> _Your objective_:
Repeat all of the records verbatim.

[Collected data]
┄┄┄┄┄┄

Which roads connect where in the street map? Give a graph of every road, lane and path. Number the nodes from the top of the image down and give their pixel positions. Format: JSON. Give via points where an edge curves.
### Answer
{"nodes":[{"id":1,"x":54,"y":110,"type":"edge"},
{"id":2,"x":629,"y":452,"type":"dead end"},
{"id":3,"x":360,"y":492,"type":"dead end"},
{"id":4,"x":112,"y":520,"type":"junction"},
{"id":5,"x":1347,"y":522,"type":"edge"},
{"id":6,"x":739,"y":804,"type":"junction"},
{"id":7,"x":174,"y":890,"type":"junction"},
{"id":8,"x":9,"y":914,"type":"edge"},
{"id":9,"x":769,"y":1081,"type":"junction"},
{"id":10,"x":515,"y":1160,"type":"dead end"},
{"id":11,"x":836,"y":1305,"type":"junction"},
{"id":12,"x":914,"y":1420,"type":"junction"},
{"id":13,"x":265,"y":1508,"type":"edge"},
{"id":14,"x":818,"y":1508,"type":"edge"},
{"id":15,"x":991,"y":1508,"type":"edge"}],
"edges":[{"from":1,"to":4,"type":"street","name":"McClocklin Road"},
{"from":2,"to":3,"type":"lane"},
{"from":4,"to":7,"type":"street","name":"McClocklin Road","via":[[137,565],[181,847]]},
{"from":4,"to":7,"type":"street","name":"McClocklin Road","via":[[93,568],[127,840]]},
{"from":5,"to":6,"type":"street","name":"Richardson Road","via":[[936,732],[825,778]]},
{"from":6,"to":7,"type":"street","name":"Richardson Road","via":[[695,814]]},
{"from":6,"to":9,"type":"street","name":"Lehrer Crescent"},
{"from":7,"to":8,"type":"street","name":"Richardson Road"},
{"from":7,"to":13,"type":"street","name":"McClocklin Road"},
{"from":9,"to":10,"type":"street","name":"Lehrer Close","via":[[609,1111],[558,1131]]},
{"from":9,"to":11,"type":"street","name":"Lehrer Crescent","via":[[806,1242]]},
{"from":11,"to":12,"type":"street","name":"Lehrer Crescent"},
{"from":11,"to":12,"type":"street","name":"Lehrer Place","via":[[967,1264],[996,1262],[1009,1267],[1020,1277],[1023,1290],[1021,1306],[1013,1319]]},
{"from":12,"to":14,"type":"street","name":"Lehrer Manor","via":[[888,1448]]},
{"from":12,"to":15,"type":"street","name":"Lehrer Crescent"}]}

┄┄┄┄┄┄

> _Response for this exercise_:
Which roads connect where in the street map? Give a graph of every road, lane and path. Number the nodes from the top of the image down and give their pixel positions. Format: JSON. Give via points where an edge curves.
### Answer
{"nodes":[{"id":1,"x":54,"y":110,"type":"edge"},
{"id":2,"x":629,"y":452,"type":"dead end"},
{"id":3,"x":360,"y":492,"type":"dead end"},
{"id":4,"x":112,"y":520,"type":"junction"},
{"id":5,"x":1347,"y":522,"type":"edge"},
{"id":6,"x":739,"y":804,"type":"junction"},
{"id":7,"x":174,"y":890,"type":"junction"},
{"id":8,"x":9,"y":914,"type":"edge"},
{"id":9,"x":769,"y":1081,"type":"junction"},
{"id":10,"x":515,"y":1160,"type":"dead end"},
{"id":11,"x":836,"y":1305,"type":"junction"},
{"id":12,"x":914,"y":1420,"type":"junction"},
{"id":13,"x":265,"y":1508,"type":"edge"},
{"id":14,"x":818,"y":1508,"type":"edge"},
{"id":15,"x":991,"y":1508,"type":"edge"}],
"edges":[{"from":1,"to":4,"type":"street","name":"McClocklin Road"},
{"from":2,"to":3,"type":"lane"},
{"from":4,"to":7,"type":"street","name":"McClocklin Road","via":[[137,565],[181,847]]},
{"from":4,"to":7,"type":"street","name":"McClocklin Road","via":[[93,568],[127,840]]},
{"from":5,"to":6,"type":"street","name":"Richardson Road","via":[[936,732],[825,778]]},
{"from":6,"to":7,"type":"street","name":"Richardson Road","via":[[695,814]]},
{"from":6,"to":9,"type":"street","name":"Lehrer Crescent"},
{"from":7,"to":8,"type":"street","name":"Richardson Road"},
{"from":7,"to":13,"type":"street","name":"McClocklin Road"},
{"from":9,"to":10,"type":"street","name":"Lehrer Close","via":[[609,1111],[558,1131]]},
{"from":9,"to":11,"type":"street","name":"Lehrer Crescent","via":[[806,1242]]},
{"from":11,"to":12,"type":"street","name":"Lehrer Crescent"},
{"from":11,"to":12,"type":"street","name":"Lehrer Place","via":[[967,1264],[996,1262],[1009,1267],[1020,1277],[1023,1290],[1021,1306],[1013,1319]]},
{"from":12,"to":14,"type":"street","name":"Lehrer Manor","via":[[888,1448]]},
{"from":12,"to":15,"type":"street","name":"Lehrer Crescent"}]}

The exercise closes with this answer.